Description of the task.
Each line of the data holding "covering" should be found and copied.

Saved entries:
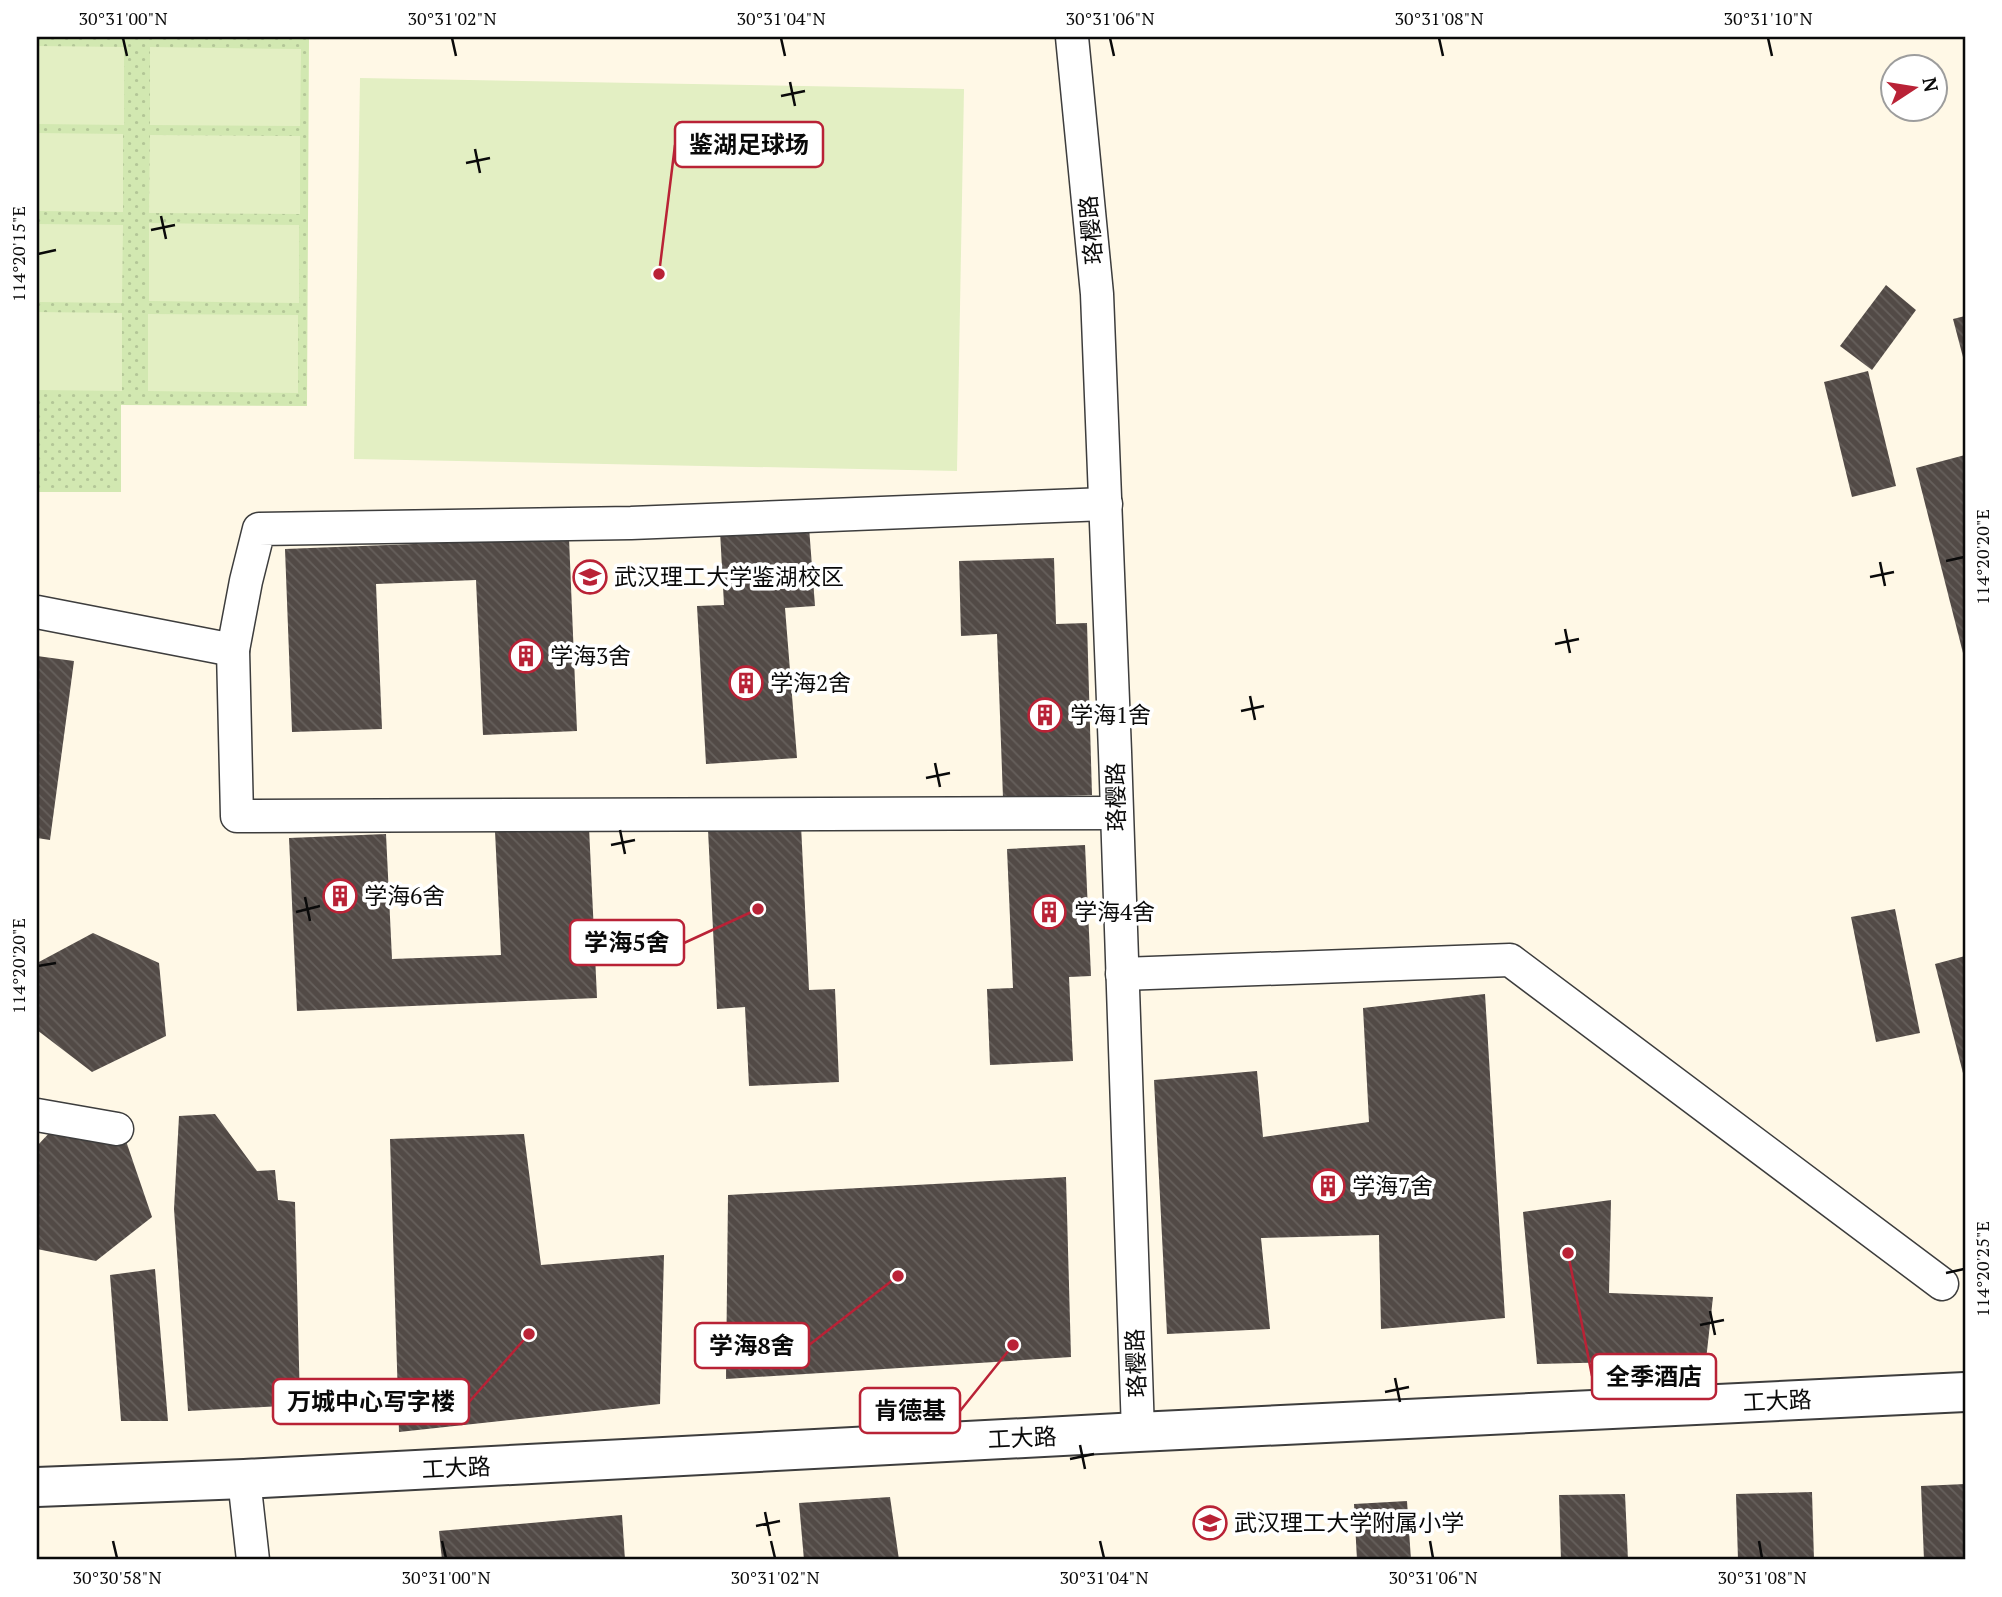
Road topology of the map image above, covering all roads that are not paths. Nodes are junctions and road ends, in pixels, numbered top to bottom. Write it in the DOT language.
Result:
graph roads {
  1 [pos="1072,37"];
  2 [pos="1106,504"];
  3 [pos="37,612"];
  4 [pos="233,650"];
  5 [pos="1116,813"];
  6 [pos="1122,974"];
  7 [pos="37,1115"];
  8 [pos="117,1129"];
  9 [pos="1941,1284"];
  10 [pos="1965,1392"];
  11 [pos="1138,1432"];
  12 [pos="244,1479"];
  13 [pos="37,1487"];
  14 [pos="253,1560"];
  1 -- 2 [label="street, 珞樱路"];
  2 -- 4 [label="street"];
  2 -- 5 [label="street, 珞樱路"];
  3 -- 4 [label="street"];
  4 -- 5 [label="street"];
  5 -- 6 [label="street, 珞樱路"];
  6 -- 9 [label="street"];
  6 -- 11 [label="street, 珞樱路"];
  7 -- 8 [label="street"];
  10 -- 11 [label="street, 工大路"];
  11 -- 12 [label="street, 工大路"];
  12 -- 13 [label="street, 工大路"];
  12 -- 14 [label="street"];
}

==

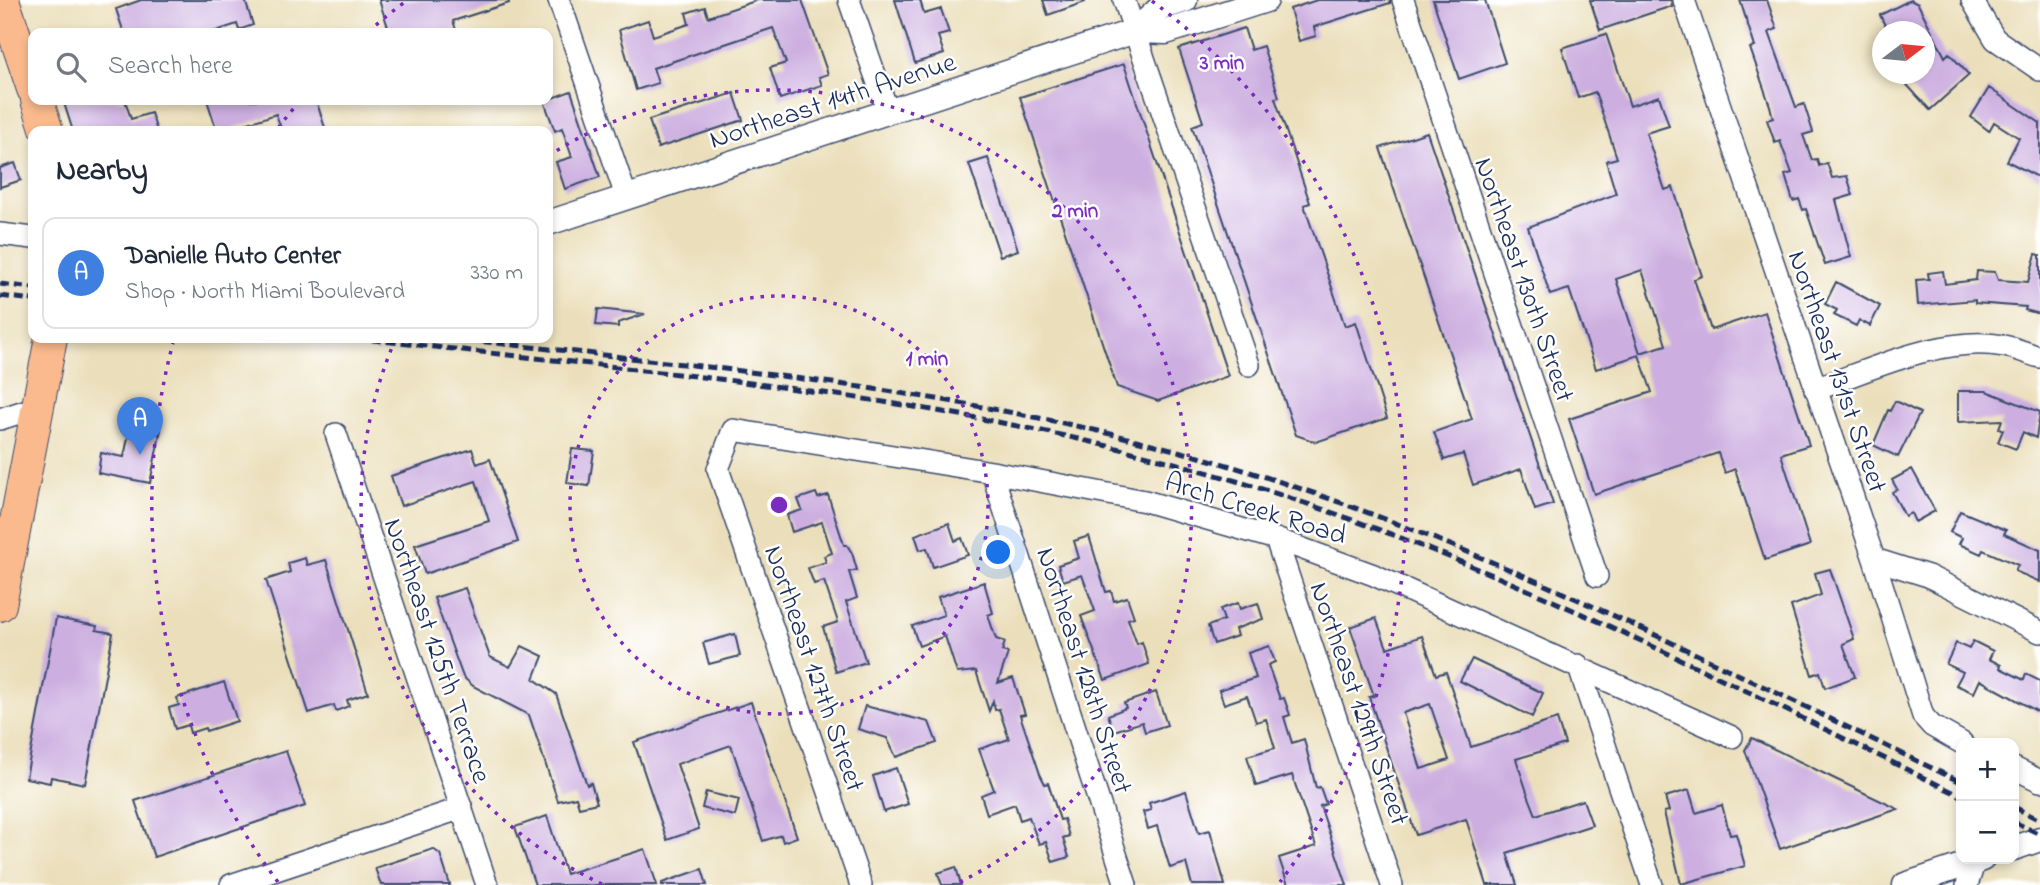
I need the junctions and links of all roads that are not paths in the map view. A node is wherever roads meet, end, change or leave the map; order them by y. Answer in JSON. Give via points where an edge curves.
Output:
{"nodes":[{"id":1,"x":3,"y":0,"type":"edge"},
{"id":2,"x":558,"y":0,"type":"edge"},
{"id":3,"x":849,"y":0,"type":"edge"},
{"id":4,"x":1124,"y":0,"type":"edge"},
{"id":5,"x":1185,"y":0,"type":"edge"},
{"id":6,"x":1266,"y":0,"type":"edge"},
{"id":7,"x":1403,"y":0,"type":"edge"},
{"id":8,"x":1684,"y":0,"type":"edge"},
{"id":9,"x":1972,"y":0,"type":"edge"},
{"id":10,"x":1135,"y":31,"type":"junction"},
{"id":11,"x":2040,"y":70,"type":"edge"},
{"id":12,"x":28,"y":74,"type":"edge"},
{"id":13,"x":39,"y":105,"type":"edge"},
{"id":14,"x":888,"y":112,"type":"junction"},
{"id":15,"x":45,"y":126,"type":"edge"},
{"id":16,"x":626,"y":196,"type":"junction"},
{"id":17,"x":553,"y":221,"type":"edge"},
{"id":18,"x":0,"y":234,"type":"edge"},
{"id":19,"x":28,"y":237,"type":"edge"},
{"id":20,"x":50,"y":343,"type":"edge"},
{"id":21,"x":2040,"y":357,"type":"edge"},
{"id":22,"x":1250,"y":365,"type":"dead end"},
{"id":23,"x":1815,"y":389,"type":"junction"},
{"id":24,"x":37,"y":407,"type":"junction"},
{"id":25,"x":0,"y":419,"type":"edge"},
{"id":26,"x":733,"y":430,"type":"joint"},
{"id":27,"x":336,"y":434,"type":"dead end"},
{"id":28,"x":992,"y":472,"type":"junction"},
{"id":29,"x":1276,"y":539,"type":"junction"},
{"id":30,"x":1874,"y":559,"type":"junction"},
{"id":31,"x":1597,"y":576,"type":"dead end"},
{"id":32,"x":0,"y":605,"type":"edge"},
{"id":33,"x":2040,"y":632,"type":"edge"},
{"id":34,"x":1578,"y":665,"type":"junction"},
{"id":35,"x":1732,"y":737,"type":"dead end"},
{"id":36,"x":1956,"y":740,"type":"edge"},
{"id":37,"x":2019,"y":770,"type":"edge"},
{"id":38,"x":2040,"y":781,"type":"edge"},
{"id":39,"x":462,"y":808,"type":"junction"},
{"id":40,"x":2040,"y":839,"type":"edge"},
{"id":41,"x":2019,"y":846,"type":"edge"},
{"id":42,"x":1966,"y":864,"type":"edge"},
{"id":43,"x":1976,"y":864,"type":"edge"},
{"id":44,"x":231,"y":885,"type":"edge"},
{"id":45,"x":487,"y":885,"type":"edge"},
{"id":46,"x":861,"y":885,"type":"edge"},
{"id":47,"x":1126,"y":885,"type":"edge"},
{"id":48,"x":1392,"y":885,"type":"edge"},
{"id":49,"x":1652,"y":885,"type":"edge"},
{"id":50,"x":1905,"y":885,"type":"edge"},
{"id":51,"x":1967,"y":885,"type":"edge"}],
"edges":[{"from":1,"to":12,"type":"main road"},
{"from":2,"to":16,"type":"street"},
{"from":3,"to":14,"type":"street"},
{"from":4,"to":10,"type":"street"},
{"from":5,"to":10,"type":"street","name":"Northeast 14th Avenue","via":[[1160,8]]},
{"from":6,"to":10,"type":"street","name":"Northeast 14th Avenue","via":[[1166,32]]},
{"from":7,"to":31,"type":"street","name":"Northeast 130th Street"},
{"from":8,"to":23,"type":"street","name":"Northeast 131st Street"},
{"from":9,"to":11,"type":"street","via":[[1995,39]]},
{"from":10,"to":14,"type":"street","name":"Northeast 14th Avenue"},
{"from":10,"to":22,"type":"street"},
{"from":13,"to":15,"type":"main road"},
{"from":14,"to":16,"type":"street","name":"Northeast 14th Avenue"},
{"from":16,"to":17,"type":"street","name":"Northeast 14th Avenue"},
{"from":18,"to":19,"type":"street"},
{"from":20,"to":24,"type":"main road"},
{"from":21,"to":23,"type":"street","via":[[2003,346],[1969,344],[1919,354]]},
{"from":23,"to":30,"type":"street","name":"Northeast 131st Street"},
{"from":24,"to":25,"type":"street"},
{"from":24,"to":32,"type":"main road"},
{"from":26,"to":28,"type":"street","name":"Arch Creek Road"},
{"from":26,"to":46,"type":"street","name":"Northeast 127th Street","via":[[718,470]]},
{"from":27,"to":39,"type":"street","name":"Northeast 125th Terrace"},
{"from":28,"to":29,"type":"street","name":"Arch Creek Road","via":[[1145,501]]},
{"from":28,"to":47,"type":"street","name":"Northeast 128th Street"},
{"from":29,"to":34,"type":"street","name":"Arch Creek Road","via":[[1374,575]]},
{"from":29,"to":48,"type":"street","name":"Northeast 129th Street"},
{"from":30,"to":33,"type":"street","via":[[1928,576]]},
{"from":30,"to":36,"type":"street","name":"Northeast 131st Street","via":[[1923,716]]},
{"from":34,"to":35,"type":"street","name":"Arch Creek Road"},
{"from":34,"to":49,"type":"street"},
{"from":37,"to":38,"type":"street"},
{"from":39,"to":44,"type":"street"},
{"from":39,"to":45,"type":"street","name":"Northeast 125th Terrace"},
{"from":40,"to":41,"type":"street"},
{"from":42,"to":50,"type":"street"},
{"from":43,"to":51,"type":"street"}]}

==

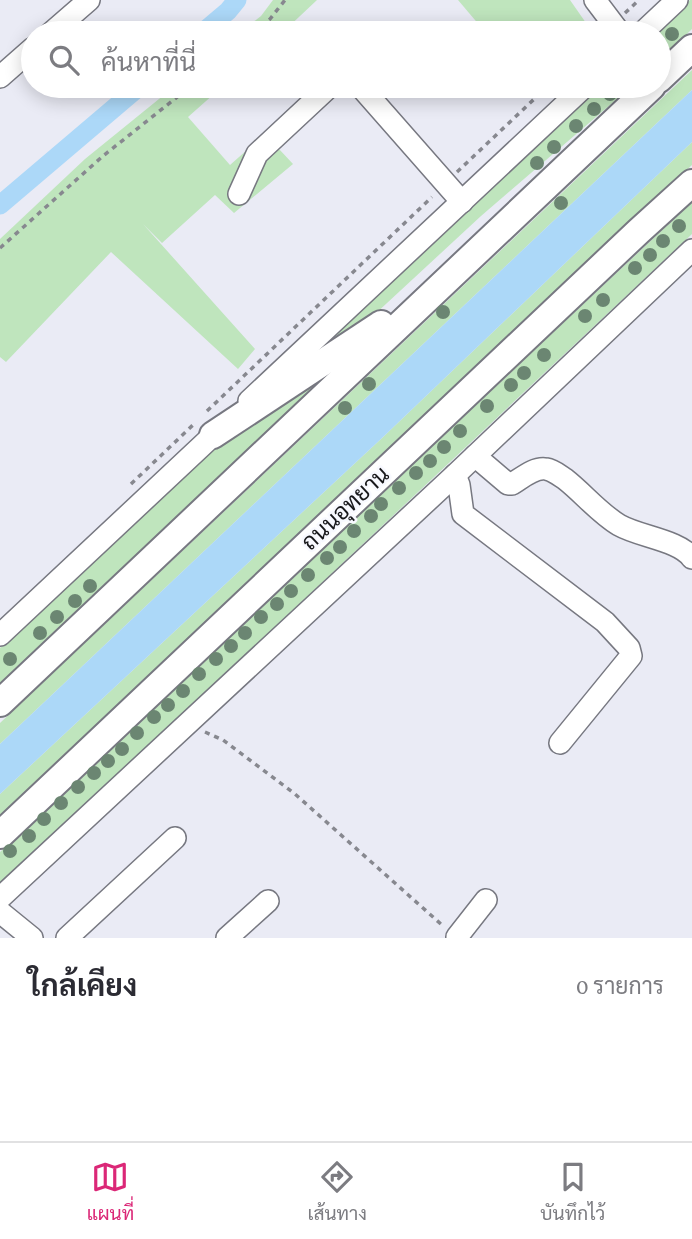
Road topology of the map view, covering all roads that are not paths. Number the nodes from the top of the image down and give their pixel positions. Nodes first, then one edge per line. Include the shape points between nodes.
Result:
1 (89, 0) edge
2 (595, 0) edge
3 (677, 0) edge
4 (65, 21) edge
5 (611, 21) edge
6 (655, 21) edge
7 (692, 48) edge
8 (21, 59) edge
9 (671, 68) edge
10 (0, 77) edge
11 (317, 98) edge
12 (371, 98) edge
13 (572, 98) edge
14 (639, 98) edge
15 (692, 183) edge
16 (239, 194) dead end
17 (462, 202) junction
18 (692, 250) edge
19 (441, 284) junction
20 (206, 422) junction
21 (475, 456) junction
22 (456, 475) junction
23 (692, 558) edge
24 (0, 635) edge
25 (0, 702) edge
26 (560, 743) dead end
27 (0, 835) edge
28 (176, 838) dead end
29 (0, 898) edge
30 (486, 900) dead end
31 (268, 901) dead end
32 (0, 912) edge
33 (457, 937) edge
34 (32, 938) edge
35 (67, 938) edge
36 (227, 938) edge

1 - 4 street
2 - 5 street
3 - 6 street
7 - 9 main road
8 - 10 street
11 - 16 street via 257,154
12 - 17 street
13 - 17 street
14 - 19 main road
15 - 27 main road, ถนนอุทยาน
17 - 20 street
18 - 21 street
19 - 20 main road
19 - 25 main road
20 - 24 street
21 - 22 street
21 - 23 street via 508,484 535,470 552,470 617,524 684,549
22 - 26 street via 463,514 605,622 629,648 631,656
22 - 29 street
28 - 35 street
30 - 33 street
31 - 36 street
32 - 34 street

Result of the task.
Road topology of the map image above, covering all roads that are not paths. Nodes are junctions and road ends, in pixels, numbered top to bottom. Write it in the DOT language.
Road topology of the map view, covering all roads that are not paths. Number the nodes from the top of the image down and give their pixel positions. Nodes first, then one edge per line. Include the shape points between nodes.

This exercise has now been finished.